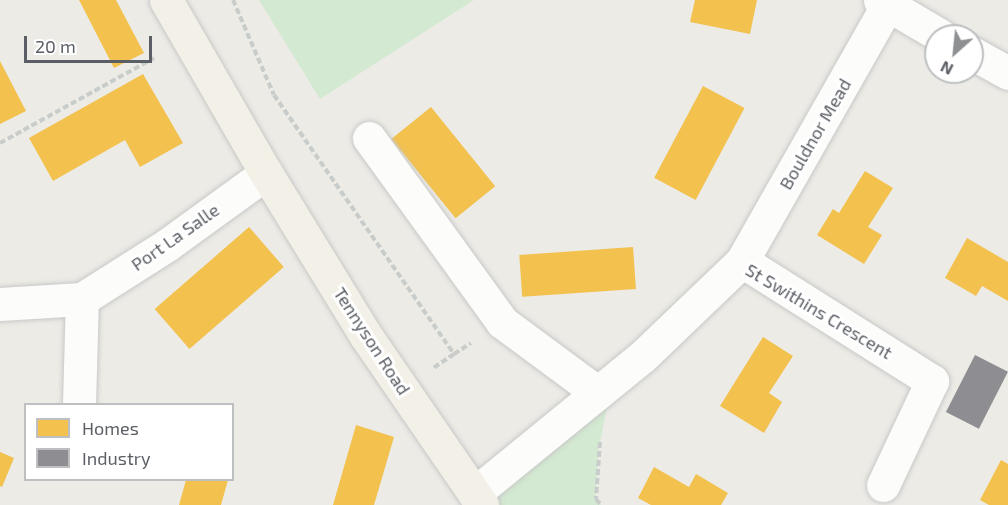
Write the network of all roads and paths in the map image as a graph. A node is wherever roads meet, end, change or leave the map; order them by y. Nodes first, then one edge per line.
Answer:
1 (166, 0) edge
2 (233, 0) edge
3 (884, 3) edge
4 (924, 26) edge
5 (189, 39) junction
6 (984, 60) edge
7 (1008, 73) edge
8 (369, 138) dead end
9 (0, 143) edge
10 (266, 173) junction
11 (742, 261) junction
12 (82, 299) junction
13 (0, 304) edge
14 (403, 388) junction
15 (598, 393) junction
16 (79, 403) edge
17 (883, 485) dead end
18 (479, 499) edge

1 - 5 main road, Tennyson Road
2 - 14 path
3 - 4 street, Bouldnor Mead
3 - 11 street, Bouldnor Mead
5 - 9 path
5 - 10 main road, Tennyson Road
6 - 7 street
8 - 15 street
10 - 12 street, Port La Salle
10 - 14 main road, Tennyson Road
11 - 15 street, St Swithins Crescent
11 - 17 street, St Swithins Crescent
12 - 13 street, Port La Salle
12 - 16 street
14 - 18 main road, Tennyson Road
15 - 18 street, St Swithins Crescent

ACTIVITY: Repeat the material above exactly. Leave every picture out of it.

WRITTEN SOLUTION:
Write the network of all roads and paths in the map image as a graph. A node is wherever roads meet, end, change or leave the map; order them by y. Nodes first, then one edge per line.
Answer:
1 (166, 0) edge
2 (233, 0) edge
3 (884, 3) edge
4 (924, 26) edge
5 (189, 39) junction
6 (984, 60) edge
7 (1008, 73) edge
8 (369, 138) dead end
9 (0, 143) edge
10 (266, 173) junction
11 (742, 261) junction
12 (82, 299) junction
13 (0, 304) edge
14 (403, 388) junction
15 (598, 393) junction
16 (79, 403) edge
17 (883, 485) dead end
18 (479, 499) edge

1 - 5 main road, Tennyson Road
2 - 14 path
3 - 4 street, Bouldnor Mead
3 - 11 street, Bouldnor Mead
5 - 9 path
5 - 10 main road, Tennyson Road
6 - 7 street
8 - 15 street
10 - 12 street, Port La Salle
10 - 14 main road, Tennyson Road
11 - 15 street, St Swithins Crescent
11 - 17 street, St Swithins Crescent
12 - 13 street, Port La Salle
12 - 16 street
14 - 18 main road, Tennyson Road
15 - 18 street, St Swithins Crescent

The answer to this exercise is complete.